Law-enforcement technologyTight money hampers Detroit police
A non-profit data sharing consortium approached the Detroit Police Department last summer to see whether the department would like to join the consortium’s regional system and share technology that would allow the department effectively to put hundreds of officer back on to the streets. Joining the Courts and Law Enforcement Management Information System (CLEMIS) would have cost the city $1.2 million a year, which the city says it cannot afford.
A non-profit data sharing consortium approached the Detroit Police Department last summer to see whether the department would like to join the consortium’s regional system and share technology that would allow the department effectively to put hundreds of officer back on to the streets.
City officials declined to join the system despite having one of the nation’s highest murder rates, and a police force dealing with budget cuts. Joining the Courts and Law Enforcement Management Information System (CLEMIS) would have cost the city $1.2 million a year, which the city says it cannot afford.
The Detroit News reports that CLEMIS, a consortium based in Oakland County, works with 100 law enforcement agencies in the state of Michigan, covering Oakland, Macomb, Wayne, Washtenaw, and Genesee counties.
The $1.2 million price tag would cover training, access to CLEMIS records, and computer equipment and maintenance for the city’s 2,700 officers, plus assorted other items, including wireless communications and mugshot capture stations at the city’s eight precincts.
Interim Police Chief Chester Logan reinforced that joining the consortium would cost too much money.
“The DPD conducted a thorough assessment of the system, and it would be cost prohibitive for an agency of our size to utilize CLEMIS at this time,” Logan toldthe Detroit News in an e-mail. “The DPD would be willing to revisit the possibility of acquiring CLEMIS if the cost were reduced and made more affordable for the department.”
CLEMIS allows police officers to file crash reports, check a suspect’s fingerprints, and process traffic tickets and other citations through a computer in their squad cars, which gives them more time to investigate crimes and chase hardcore criminals.
“CLEMIS is like Google for cops,” retired Oakland County Sheriff’s detective David Wurtz, who works on contract with the Sheriff’s Office to instruct deputies on “cool tools” available on CLEMIS toldthe Detroit News.
Current and former Detroit police officers are confused by the decision to pass on innovations such as BlueCheck, the mobile fingerprinting ID system, which other departments in the area use.
“The CLEMIS system is great and everyone knows the DPD has always had to do more with less — truer today than ever,” said Mark Diaz, president of the Detroit Police Officers Association. “Officers want anything and everything that will help them do their jobs more efficiently — the BlueCheck would be an incredible tool.”
Former Detroit Police lieutenant, Larry Adams helped set up Detroit’s current police program and says is puzzled as to why the Detroit Police Department has not joined CLEMIS.
“Detroit officers today hardly have time to take accident reports with all the other calls for service they get,” Adams told the Detroit News. “With CLEMIS, electronic citations can be processed with the swipe of a driver’s license in two to three minutes.”
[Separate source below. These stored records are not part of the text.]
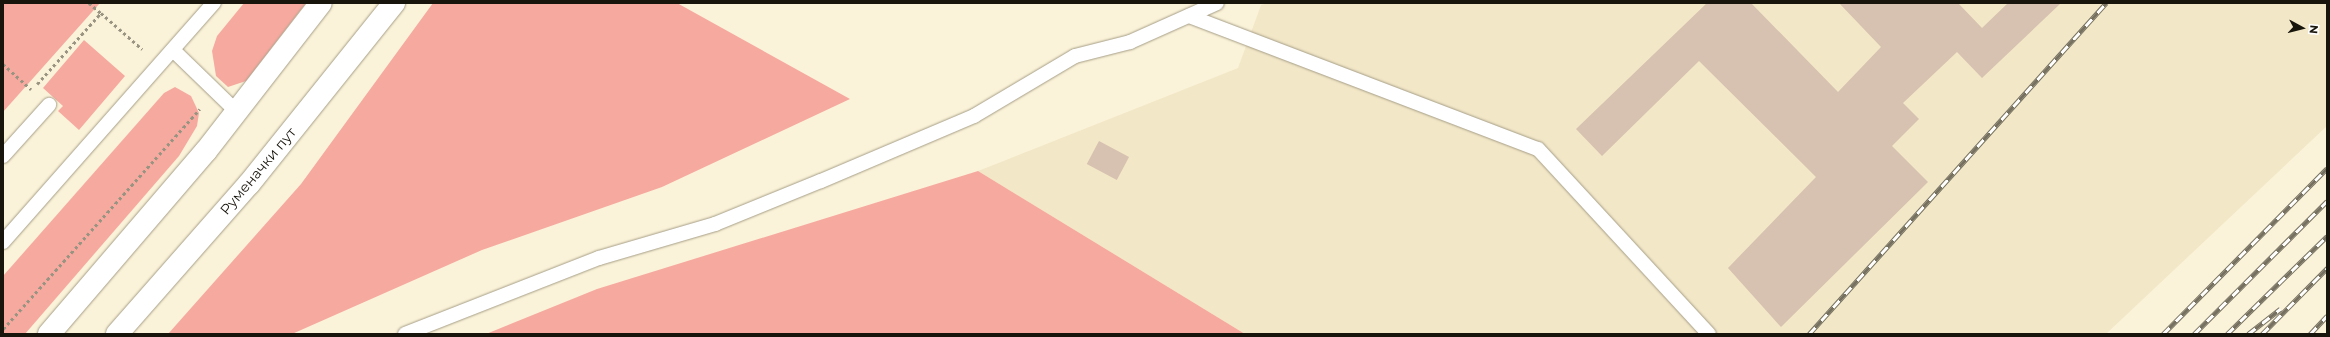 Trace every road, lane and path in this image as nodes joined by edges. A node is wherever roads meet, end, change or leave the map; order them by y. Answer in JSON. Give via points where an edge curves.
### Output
{"nodes":[{"id":1,"x":89,"y":3,"type":"edge"},
{"id":2,"x":214,"y":3,"type":"edge"},
{"id":3,"x":321,"y":3,"type":"edge"},
{"id":4,"x":394,"y":3,"type":"edge"},
{"id":5,"x":1217,"y":3,"type":"edge"},
{"id":6,"x":101,"y":13,"type":"junction"},
{"id":7,"x":1189,"y":16,"type":"junction"},
{"id":8,"x":150,"y":46,"type":"dead end"},
{"id":9,"x":173,"y":50,"type":"junction"},
{"id":10,"x":3,"y":64,"type":"edge"},
{"id":11,"x":32,"y":90,"type":"junction"},
{"id":12,"x":215,"y":92,"type":"junction"},
{"id":13,"x":27,"y":95,"type":"dead end"},
{"id":14,"x":49,"y":105,"type":"dead end"},
{"id":15,"x":237,"y":112,"type":"junction"},
{"id":16,"x":3,"y":156,"type":"edge"},
{"id":17,"x":3,"y":242,"type":"edge"},
{"id":18,"x":3,"y":329,"type":"edge"},
{"id":19,"x":48,"y":334,"type":"edge"},
{"id":20,"x":117,"y":334,"type":"edge"},
{"id":21,"x":405,"y":334,"type":"edge"},
{"id":22,"x":1709,"y":334,"type":"edge"}],
"edges":[{"from":1,"to":6,"type":"path"},
{"from":2,"to":9,"type":"lane"},
{"from":3,"to":15,"type":"main road"},
{"from":4,"to":20,"type":"main road","name":"Руменачки пут","via":[[249,184]]},
{"from":5,"to":7,"type":"lane"},
{"from":6,"to":8,"type":"path","via":[[145,51]]},
{"from":6,"to":11,"type":"path"},
{"from":7,"to":21,"type":"lane","via":[[1130,42],[1075,56],[974,116],[822,181],[715,224],[599,258]]},
{"from":7,"to":22,"type":"lane","via":[[1538,149]]},
{"from":9,"to":12,"type":"lane"},
{"from":9,"to":17,"type":"lane"},
{"from":10,"to":11,"type":"path"},
{"from":11,"to":13,"type":"path"},
{"from":12,"to":15,"type":"lane"},
{"from":12,"to":18,"type":"path"},
{"from":14,"to":16,"type":"lane"},
{"from":15,"to":19,"type":"main road"}]}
Police Chief Ralph Godbee Jr., who was the police chief in 2012, also talked about the cost being too high, as well as concerned about whether the computer aided dispatch could handle Detroit’s large number of calls for service.
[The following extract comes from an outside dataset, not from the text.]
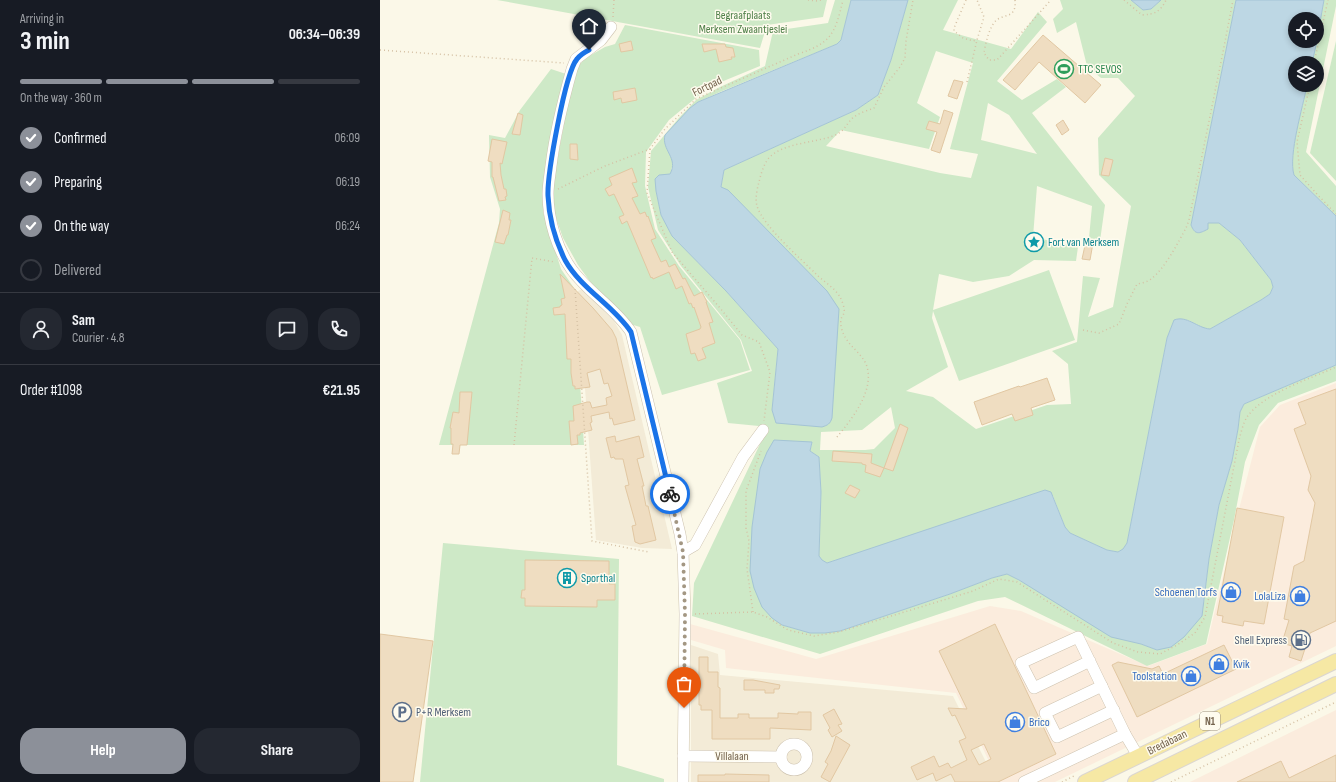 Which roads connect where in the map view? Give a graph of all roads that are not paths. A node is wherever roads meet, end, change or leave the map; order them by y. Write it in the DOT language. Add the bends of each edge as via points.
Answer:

“CLEMIS operating expenses are prohibitive, primarily due to the significant number of user fees the department would have to incur.” Godbee said in an August 2012 letter to Oakland County Sheriff Michael Bouchard.
Detroit police would not say how many service calls it would receive in a year, but CLEMIS manager James Hess, said the consortium-aided dispatch system handles 2.1 million calls each year.
Keith Zeistloff, 15th District Court administrator, said joining CLEMIS made both technical and financial sense for the Ann Arbor court, which handles 20,000 citations each year.
“We work daily with the Ann Arbor Police Department, a CLEMIS member, and we wanted to join it for technical reasons,” Zeistloff told the Detroit News. “We would like to be able to extract data from police into our own court records. Currently, an employee has to manually enter information that can be inputted seamlessly through computer programs.”